Thursday, February 19, 2009

Arts for Life's Sake

According to me each and every piece of art has its own life that convey something. Each and every individual has there own way of looking on or using the piece art. Life is given to the piece of art by the way the individual thinks or uses it. A simple example "A simple dot in a paper is an art, but for some it looks just like a dot and some can find out many meaning for the dot". Here the dot is given life by the way the person look on to it.

Art in architecture has life. It doesn't mean that the building should be designed according to the utility of people even though its very important. Sir i am against your statement that Taj Mahal is just build for art sake. Taj Mahal has its own life which make us to watch it for hours. A good example for this is Tsunami Memorials. Designing memorial is a real challenge for architects. Even though the utility of the memorial is not defined the sculpture has a life that make us to remember the destruction that caused.

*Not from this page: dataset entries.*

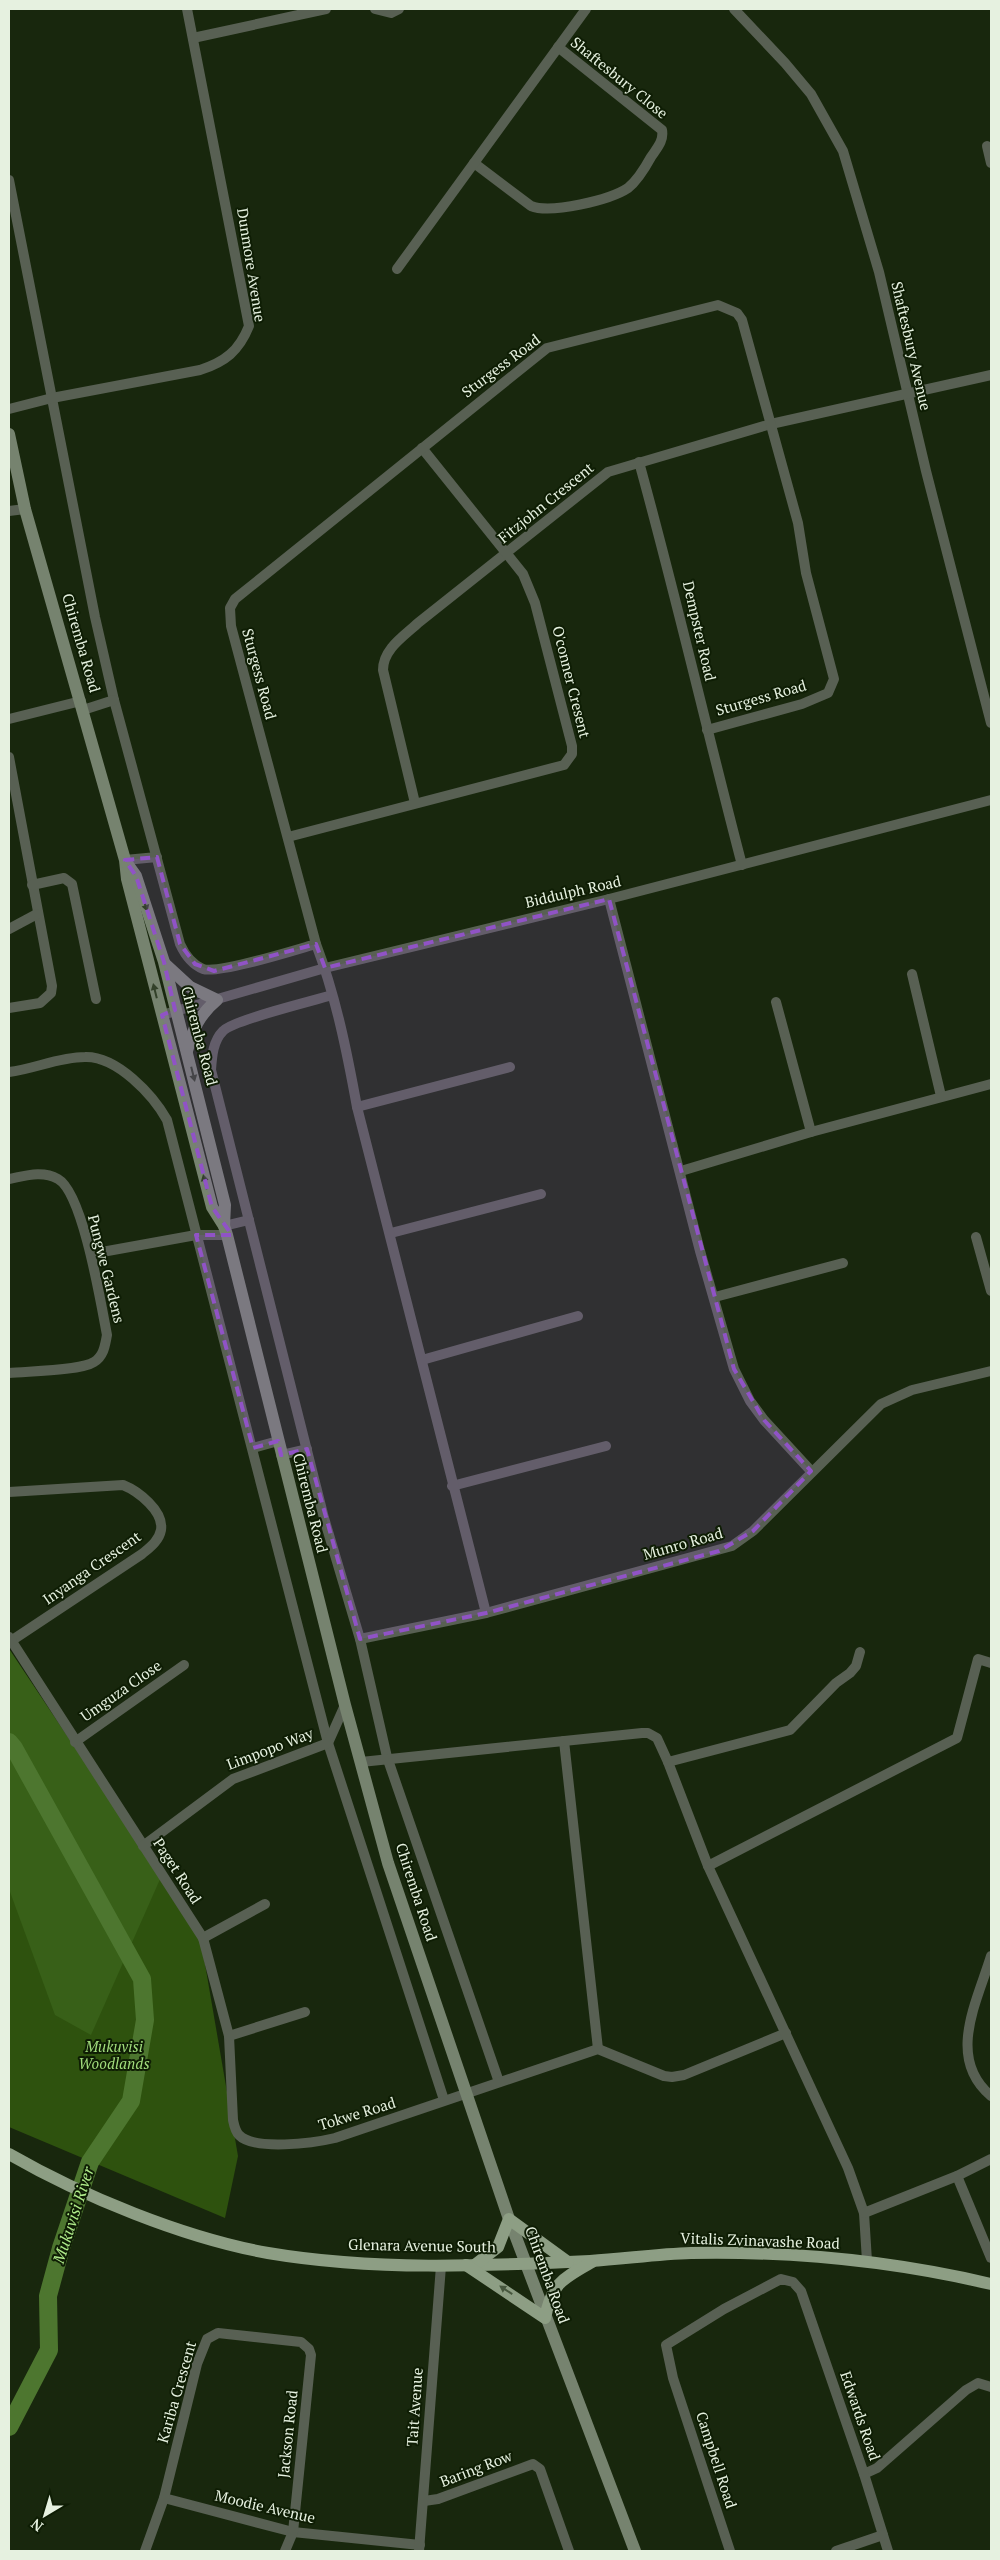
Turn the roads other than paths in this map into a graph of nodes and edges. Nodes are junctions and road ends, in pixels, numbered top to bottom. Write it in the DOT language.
graph roads {
  1 [pos="187,9"];
  2 [pos="326,9"];
  3 [pos="375,9"];
  4 [pos="399,9"];
  5 [pos="586,9"];
  6 [pos="734,9"];
  7 [pos="193,38"];
  8 [pos="558,48"];
  9 [pos="986,146"];
  10 [pos="474,163"];
  11 [pos="991,163"];
  12 [pos="9,180"];
  13 [pos="397,269"];
  14 [pos="991,374"];
  15 [pos="907,394"];
  16 [pos="52,398"];
  17 [pos="9,410"];
  18 [pos="771,424"];
  19 [pos="9,434"];
  20 [pos="422,448"];
  21 [pos="639,462"];
  22 [pos="25,509"];
  23 [pos="9,511"];
  24 [pos="508,553"];
  25 [pos="114,700"];
  26 [pos="82,705"];
  27 [pos="9,719"];
  28 [pos="991,723"];
  29 [pos="707,730"];
  30 [pos="9,757"];
  31 [pos="991,800"];
  32 [pos="416,803"];
  33 [pos="288,837"];
  34 [pos="157,857"];
  35 [pos="125,860"];
  36 [pos="742,865"];
  37 [pos="32,885"];
  38 [pos="609,899"];
  39 [pos="37,914"];
  40 [pos="9,929"];
  41 [pos="316,944"];
  42 [pos="164,962"];
  43 [pos="325,968"];
  44 [pos="912,974"];
  45 [pos="332,995"];
  46 [pos="96,999"];
  47 [pos="216,1000"];
  48 [pos="776,1002"];
  49 [pos="9,1008"];
  50 [pos="175,1010"];
  51 [pos="162,1015"];
  52 [pos="187,1051"];
  53 [pos="510,1067"];
  54 [pos="9,1072"];
  55 [pos="991,1084"];
  56 [pos="941,1096"];
  57 [pos="357,1107"];
  58 [pos="811,1132"];
  59 [pos="681,1171"];
  60 [pos="9,1179"];
  61 [pos="541,1194"];
  62 [pos="249,1220"];
  63 [pos="225,1230"];
  64 [pos="391,1233"];
  65 [pos="196,1234"];
  66 [pos="976,1237"];
  67 [pos="90,1254"];
  68 [pos="842,1263"];
  69 [pos="991,1291"];
  70 [pos="715,1297"];
  71 [pos="578,1316"];
  72 [pos="422,1360"];
  73 [pos="991,1371"];
  74 [pos="9,1372"];
  75 [pos="278,1441"];
  76 [pos="606,1446"];
  77 [pos="253,1448"];
  78 [pos="307,1449"];
  79 [pos="281,1455"];
  80 [pos="811,1471"];
  81 [pos="452,1486"];
  82 [pos="9,1492"];
  83 [pos="486,1613"];
  84 [pos="10,1639"];
  85 [pos="360,1639"];
  86 [pos="860,1652"];
  87 [pos="991,1663"];
  88 [pos="184,1665"];
  89 [pos="345,1705"];
  90 [pos="564,1741"];
  91 [pos="75,1742"];
  92 [pos="328,1743"];
  93 [pos="387,1757"];
  94 [pos="361,1762"];
  95 [pos="668,1762"];
  96 [pos="143,1846"];
  97 [pos="708,1866"];
  98 [pos="265,1904"];
  99 [pos="203,1938"];
  100 [pos="991,1956"];
  101 [pos="304,2012"];
  102 [pos="786,2033"];
  103 [pos="229,2036"];
  104 [pos="598,2049"];
  105 [pos="499,2082"];
  106 [pos="468,2094"];
  107 [pos="991,2096"];
  108 [pos="444,2100"];
  109 [pos="253,2142"];
  110 [pos="991,2148"];
  111 [pos="9,2154"];
  112 [pos="989,2160"];
  113 [pos="957,2176"];
  114 [pos="864,2213"];
  115 [pos="509,2219"];
  116 [pos="991,2258"];
  117 [pos="593,2261"];
  118 [pos="867,2261"];
  119 [pos="568,2262"];
  120 [pos="525,2263"];
  121 [pos="471,2264"];
  122 [pos="441,2266"];
  123 [pos="991,2284"];
  124 [pos="801,2291"];
  125 [pos="545,2318"];
  126 [pos="309,2349"];
  127 [pos="991,2387"];
  128 [pos="864,2474"];
  129 [pos="164,2498"];
  130 [pos="424,2501"];
  131 [pos="293,2532"];
  132 [pos="883,2536"];
  133 [pos="420,2548"];
  134 [pos="145,2551"];
  135 [pos="285,2551"];
  136 [pos="569,2551"];
  137 [pos="635,2551"];
  138 [pos="730,2551"];
  139 [pos="836,2551"];
  140 [pos="888,2551"];
  1 -- 7 [label="street, Dunmore Avenue"];
  2 -- 7 [label="street"];
  3 -- 4 [label="street"];
  5 -- 8 [label="street, Shaftesbury Close"];
  6 -- 15 [label="street, Shaftesbury Avenue"];
  7 -- 16 [label="street, Dunmore Avenue"];
  8 -- 10 [label="street, Shaftesbury Close"];
  8 -- 10 [label="street, Shaftesbury Close"];
  9 -- 11 [label="street"];
  10 -- 13 [label="street, Shaftesbury Close"];
  12 -- 16 [label="street"];
  14 -- 15 [label="street, Fitzjohn Crescent"];
  15 -- 18 [label="street, Fitzjohn Crescent"];
  15 -- 28 [label="street, Shaftesbury Avenue"];
  16 -- 17 [label="street, Dunmore Avenue"];
  16 -- 25 [label="street"];
  18 -- 20 [label="street, Sturgess Road"];
  18 -- 21 [label="street, Fitzjohn Crescent"];
  18 -- 29 [label="street, Sturgess Road"];
  19 -- 22 [label="main road, Chiremba Road"];
  20 -- 24 [label="street, O'conner Cresent"];
  20 -- 33 [label="street, Sturgess Road"];
  21 -- 24 [label="street, Fitzjohn Crescent"];
  21 -- 29 [label="street, Dempster Road"];
  22 -- 23 [label="street"];
  22 -- 26 [label="main road, Chiremba Road"];
  24 -- 32 [label="street, Fitzjohn Crescent"];
  24 -- 32 [label="street, O'conner Cresent"];
  25 -- 26 [label="street"];
  25 -- 34 [label="street"];
  26 -- 27 [label="street"];
  26 -- 35 [label="main road, Chiremba Road"];
  29 -- 36 [label="street, Dempster Road"];
  30 -- 37 [label="street"];
  31 -- 36 [label="street, Biddulph Road"];
  32 -- 33 [label="street, O'conner Cresent"];
  33 -- 41 [label="street, Sturgess Road"];
  34 -- 35 [label="street"];
  34 -- 41 [label="street"];
  35 -- 42 [label="main road, Chiremba Road, one-way"];
  51 -- 35 [label="main road, Chiremba Road, one-way"];
  36 -- 38 [label="street, Biddulph Road"];
  37 -- 39 [label="street"];
  37 -- 46 [label="street"];
  38 -- 43 [label="street, Biddulph Road"];
  38 -- 59 [label="street"];
  39 -- 40 [label="street"];
  39 -- 49 [label="street"];
  41 -- 43 [label="street, Sturgess Road"];
  42 -- 47 [label="main road"];
  42 -- 50 [label="main road, Chiremba Road"];
  43 -- 45 [label="street, Sturgess Road"];
  43 -- 47 [label="street, Biddulph Road"];
  44 -- 56 [label="street"];
  45 -- 57 [label="street, Sturgess Road"];
  45 -- 62 [label="street"];
  47 -- 50 [label="street, Biddulph Road"];
  47 -- 52 [label="main road"];
  48 -- 58 [label="street"];
  50 -- 51 [label="street, Biddulph Road"];
  50 -- 52 [label="main road, Chiremba Road"];
  63 -- 51 [label="main road, Chiremba Road, one-way"];
  52 -- 63 [label="main road, Chiremba Road, one-way"];
  53 -- 57 [label="street"];
  54 -- 65 [label="street"];
  55 -- 56 [label="street"];
  56 -- 58 [label="street"];
  57 -- 64 [label="street, Sturgess Road"];
  58 -- 59 [label="street"];
  59 -- 70 [label="street"];
  60 -- 67 [label="street, Pungwe Gardens"];
  61 -- 64 [label="street"];
  62 -- 63 [label="street"];
  62 -- 78 [label="street"];
  63 -- 65 [label="street"];
  63 -- 75 [label="main road, Chiremba Road"];
  64 -- 72 [label="street, Sturgess Road"];
  65 -- 67 [label="street"];
  65 -- 77 [label="street"];
  66 -- 69 [label="street"];
  67 -- 74 [label="street, Pungwe Gardens"];
  68 -- 70 [label="street"];
  70 -- 80 [label="street"];
  71 -- 72 [label="street"];
  72 -- 81 [label="street, Sturgess Road"];
  73 -- 80 [label="street, Munro Road"];
  75 -- 77 [label="street"];
  75 -- 79 [label="main road, Chiremba Road"];
  76 -- 81 [label="street"];
  77 -- 92 [label="street"];
  78 -- 79 [label="street"];
  78 -- 85 [label="street"];
  79 -- 89 [label="main road, Chiremba Road"];
  80 -- 83 [label="street, Munro Road"];
  81 -- 83 [label="street, Sturgess Road"];
  82 -- 84 [label="street, Inyanga Crescent"];
  83 -- 85 [label="street, Munro Road"];
  84 -- 91 [label="street, Paget Road"];
  85 -- 93 [label="street"];
  86 -- 95 [label="street"];
  87 -- 97 [label="street"];
  88 -- 91 [label="street, Umguza Close"];
  89 -- 92 [label="street, Limpopo Way"];
  89 -- 94 [label="main road, Chiremba Road"];
  90 -- 93 [label="street"];
  90 -- 95 [label="street"];
  90 -- 104 [label="street"];
  91 -- 96 [label="street, Paget Road"];
  92 -- 96 [label="street, Limpopo Way"];
  92 -- 108 [label="street"];
  93 -- 94 [label="street"];
  93 -- 105 [label="street"];
  94 -- 106 [label="main road, Chiremba Road"];
  95 -- 97 [label="street"];
  96 -- 99 [label="street, Paget Road"];
  97 -- 102 [label="street"];
  98 -- 99 [label="street"];
  99 -- 103 [label="street, Paget Road"];
  100 -- 107 [label="street"];
  101 -- 103 [label="street"];
  102 -- 104 [label="street"];
  102 -- 114 [label="street"];
  103 -- 109 [label="street, Paget Road"];
  104 -- 105 [label="street, Tokwe Road"];
  105 -- 106 [label="street, Tokwe Road"];
  106 -- 108 [label="street, Tokwe Road"];
  106 -- 115 [label="main road, Chiremba Road"];
  108 -- 109 [label="street, Tokwe Road"];
  110 -- 112 [label="street"];
  111 -- 122 [label="main road, Glenara Avenue South"];
  112 -- 113 [label="street"];
  113 -- 114 [label="street"];
  113 -- 116 [label="street"];
  114 -- 118 [label="street"];
  115 -- 119 [label="main road"];
  115 -- 120 [label="main road, Chiremba Road"];
  115 -- 121 [label="main road"];
  117 -- 118 [label="main road, Vitalis Zvinavashe Road"];
  117 -- 119 [label="main road, Vitalis Zvinavashe Road"];
  117 -- 125 [label="main road"];
  118 -- 123 [label="main road, Vitalis Zvinavashe Road"];
  119 -- 120 [label="main road, Vitalis Zvinavashe Road"];
  120 -- 121 [label="main road, Glenara Avenue South"];
  120 -- 125 [label="main road, Chiremba Road"];
  121 -- 122 [label="main road, Glenara Avenue South"];
  125 -- 121 [label="main road, one-way"];
  122 -- 130 [label="street, Tait Avenue"];
  124 -- 128 [label="street, Edwards Road"];
  124 -- 138 [label="street, Campbell Road"];
  125 -- 137 [label="main road, Chiremba Road"];
  126 -- 129 [label="street, Kariba Crescent"];
  126 -- 131 [label="street, Jackson Road"];
  127 -- 128 [label="street"];
  128 -- 132 [label="street, Edwards Road"];
  129 -- 131 [label="street, Moodie Avenue"];
  129 -- 134 [label="street, Kariba Crescent"];
  130 -- 133 [label="street, Tait Avenue"];
  130 -- 136 [label="street, Baring Row"];
  131 -- 133 [label="street, Moodie Avenue"];
  131 -- 135 [label="street, Jackson Road"];
  132 -- 139 [label="street"];
  132 -- 140 [label="street, Edwards Road"];
}
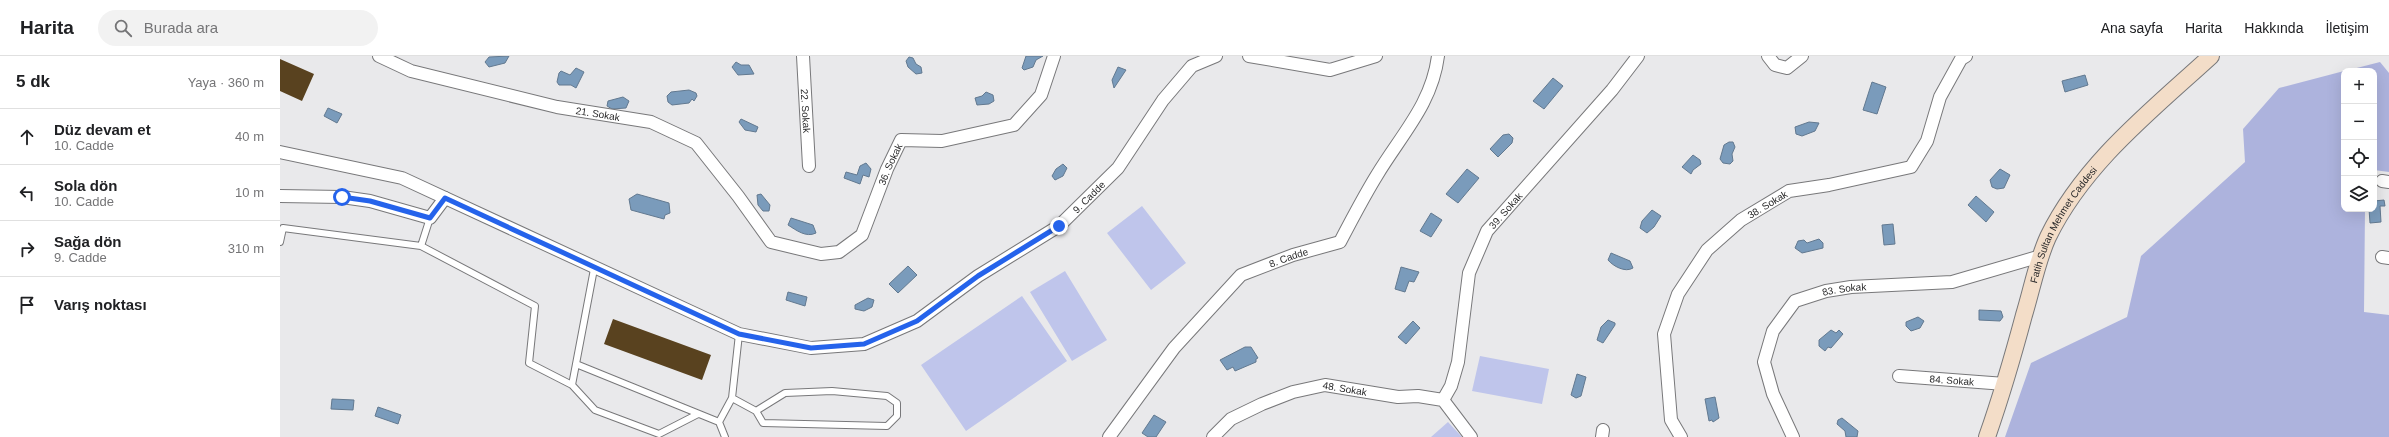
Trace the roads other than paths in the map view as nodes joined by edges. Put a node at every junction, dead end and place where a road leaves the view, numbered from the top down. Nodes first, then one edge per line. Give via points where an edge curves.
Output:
1 (379, 56) edge
2 (803, 56) edge
3 (1054, 56) edge
4 (1216, 56) edge
5 (1249, 56) edge
6 (1376, 56) edge
7 (1638, 56) edge
8 (1768, 56) edge
9 (1802, 56) edge
10 (1966, 56) edge
11 (2211, 56) edge
12 (1439, 58) edge
13 (280, 152) edge
14 (808, 166) dead end
15 (280, 196) edge
16 (445, 198) junction
17 (430, 218) junction
18 (280, 242) edge
19 (770, 242) joint
20 (421, 246) junction
21 (2041, 256) junction
22 (594, 269) junction
23 (739, 334) junction
24 (576, 364) junction
25 (1899, 376) dead end
26 (2005, 384) junction
27 (572, 385) junction
28 (732, 398) junction
29 (1442, 400) junction
30 (756, 411) junction
31 (698, 414) junction
32 (719, 422) junction
33 (725, 437) edge
34 (1109, 437) edge
35 (1213, 437) edge
36 (1471, 437) edge
37 (1681, 437) edge
38 (1793, 437) edge
39 (1987, 437) edge

1 - 19 street, 21. Sokak via 411,72 557,107 650,122 696,143
2 - 14 street, 22. Sokak
3 - 19 street, 36. Sokak via 1041,95 1014,125 942,140 901,140 862,235 839,252 822,254
4 - 23 street, 9. Cadde via 1192,66 1163,100 1118,168 1059,226 978,276 917,321 864,344 811,348
5 - 6 street via 1330,70
7 - 29 street, 39. Sokak via 1607,95 1487,231 1469,273 1458,362 1451,386
8 - 9 street via 1775,65 1787,68
10 - 37 street, 38. Sokak via 1961,59 1940,97 1927,140 1911,167 1829,186 1789,191 1741,220 1707,250 1678,294 1664,334 1671,420
11 - 21 main road, Fatih Sultan Mehmet Caddesi via 2134,126 2085,179 2064,208
12 - 34 street, 8. Cadde via 1427,99 1402,141 1378,174 1340,242 1293,255 1242,275 1174,348
13 - 16 street, 9. Cadde via 402,178
15 - 17 street via 342,197 370,201
16 - 17 street
16 - 22 street, 9. Cadde
17 - 20 lane
18 - 20 lane via 283,228
20 - 27 lane via 536,306 529,363
21 - 26 main road, Fatih Sultan Mehmet Caddesi
21 - 38 street, 83. Sokak via 1952,282 1851,287 1826,291 1795,301 1773,331 1764,362 1773,394
22 - 23 street, 9. Cadde
22 - 24 lane
23 - 28 lane
24 - 27 lane
24 - 31 lane
25 - 26 street, 84. Sokak
26 - 39 main road, Fatih Sultan Mehmet Caddesi
27 - 31 lane via 595,410 659,434
28 - 30 lane
28 - 32 lane
29 - 35 street, 48. Sokak via 1418,396 1398,397 1326,385 1293,392 1262,404 1231,419
29 - 36 street
30 - 30 lane via 785,393 832,391 887,396 897,403 897,416 887,426 763,423
31 - 32 lane
32 - 33 lane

Each and every small piece of art has life that make us to turn around and look at it..

Art for life sake

I don't believe in the idea of art for art sake because even from the time man was not able to read and write it used symbols (which again is a kind of art form) for their required purposes . Art for art sake is a myth as u said sir but i would like to add that u told art for art sake is a myth for architecture but i believe it's true to all forms of art that man has ever discovered so i strongly favour art for life sake

Wednesday, February 18, 2009

Art For Art's Sake


Art is a beautiful medium to express oneself. It gives one complete freedom to express all emotions with no set boundaries.

But every time one uses art to express, emote, to establish supremacy, for financial purposes , the art no longer remains pure and true because then there is some added element that takes it away from what it should have been originally.

“Art for Art’s sake ” is best expressed in mindless doodles and afrt forms that just take art forward.

It is an odd incident that can be cited here, which seems to be an apt example when once , alongwith a friend, I used lipstick at paint, smearing it on paper with our hands.

The outcome looked good to us, probably because we had no specific expectations from it.it was just an effort to  create something.

It is important to relish art for what it is, to practise it for the joy it gives us, to take it forward and just use it as a means to achieve something.

Tuesday, February 17, 2009

Course plan and schedule

Course objectives - Promote critical thinking, identify relevance of architecture within social context, enhance writing and photography skills and enhance presentation skills

Assignment 1 - opinion essay on 'Art for Art's Sake or Art for Life's Sake'

Week 1
Language of Architecture - introduction, exercise

Week 2
Reading assignment
Assignment 2

Week 3
Styles in modern architecture - identify, examples, analyze trends and context in social history

Week 4
Styles in modern architecture - identify, examples, analyze trends and context in social history

Week 5
Architecture critics

Week 6
Architecture critics
Assignment 3

Week 7
Introduction to photography

Week 8
Photography techniques

Week 9
Field trip

Week 10
Project Work - Assignment 4

Model Exam

Final Exam

Course Grading
Internal - 30%
Assignment 1 & 2 - 10%
Assignment 3 & 4 - 10%
Model Exam - 6%
Class participation - 4%
External (Final Exam) - 70%

Course Rules
1. Assignments and reading materials will be posted to this blog. It is the responsibility of the student to ensure access to the articles.
2. Submissions must be published to the blog within the stipulated time, which is normally 6am on the day assignment is due, unless otherwise noted.
3. Group work for assignments and presentations will be permitted on prior approval of instructor and on condition of reporting progress.